For the furikake seasoning

  • 2 tablespoons black and white sesame seeds, toasted
  • 1 tub dried mixed seaweed, such as Quilty
  • 2 tablespoons bonito flakes
  • 1 tablespoon tiny dried anchovies
  • 2 tablespoons dehydrated kale
  • 1 teaspoon sea salt
  • 1 teaspoon sugar

To serve

  • 10g butter
  • 500ml stock
  • Grated Parmesan cheese
  • Fresh coriander


  1. In a wide-rimmed saucepan, heat half the oil and brown the hearts and gizzards all over, adding a little salt and pepper at the end.
  2. Remove from the pot and add in the rest of the oil and sauté the rest of the veg and mushrooms gently until they start to colour. Add the hearts and gizzards back in and turn the heat up to full. Add the wine and cook until almost all the wine has evaporated. Add in the chicken stock, bring to a gentle simmer and cook for one hour with parchment paper sitting on top with a hole in the centre. Allow to cool in the liquid.
  3. To make the risotto, heat the oil in a pot, sauté the garlic and the shallots gently for about five minutes, or until softened but without colour. Remove from the pot and add the rice and toast over a medium-high heat, stirring constantly with a wooden spoon. Add wine and keep stirring.
  4. Once the rice has absorbed the wine, add the onions, garlic and thyme back in and add your first ladle of hot stock and a little bit of salt. Turn the heat down to a simmer. Keep adding stock and stirring, allowing the liquid to be absorbed before adding the next ladle of stock for about 7 minutes. Cool down until needed. This can be prepped 24 hours in advance.
  5. To make the carrots, cut four of the carrots into small chunks and sauté in the butter with the cumin over a medium heat for five minutes, stirring occasionally. Add the water and cook on a low heat until tender. Transfer to a blender and blend to a smooth purée, seasoning to taste with salt and white pepper. Keep warm or store in the fridge for up to three days.
  6. Peel strips off the remaining carrot with a vegetable peeler and keep in cold water. Chop the purple carrot into skinny discs and the yellow carrot into very small cubes. Keep in the cold water also.
  7. For the seasoning, combine all the ingredients together.
  8. Put the hearts and gizzards in a pot on low and leave to reheat.
  9. Sauté the yellow carrot cubes in the butter in a medium sized saucepan and add two-thirds of the stock.
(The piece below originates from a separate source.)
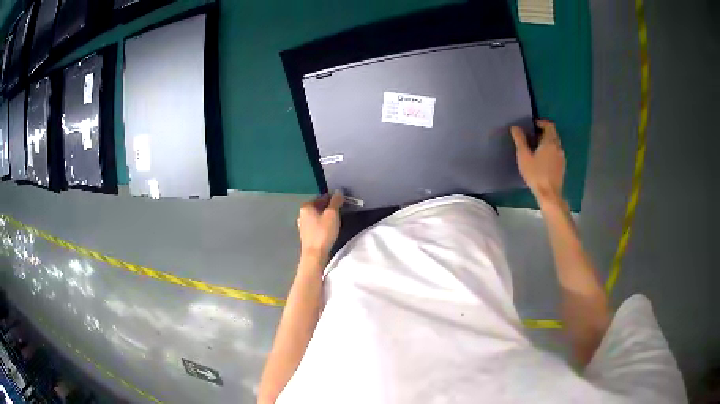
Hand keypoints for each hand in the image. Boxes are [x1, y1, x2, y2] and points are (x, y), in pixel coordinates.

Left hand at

Bring to the boil, add the rice and the carrot purée and cook gently for five to five minutes until the rice is al dente. Add cheese to taste and readjust the seasoning.
  10. Divide the rice evenly into four bowls. Put four hearts and four gizzards on top of the rice in each bowl. Sprinkle with furikake seasoning and garnish with some carrot ribbons and purple carrot and coriander leaf.

TIP: The heart and gizzards can be stored in the fridge for up to three days. The furikake seasoning can be made well in advance and keeps for up to one month in an air-tight container.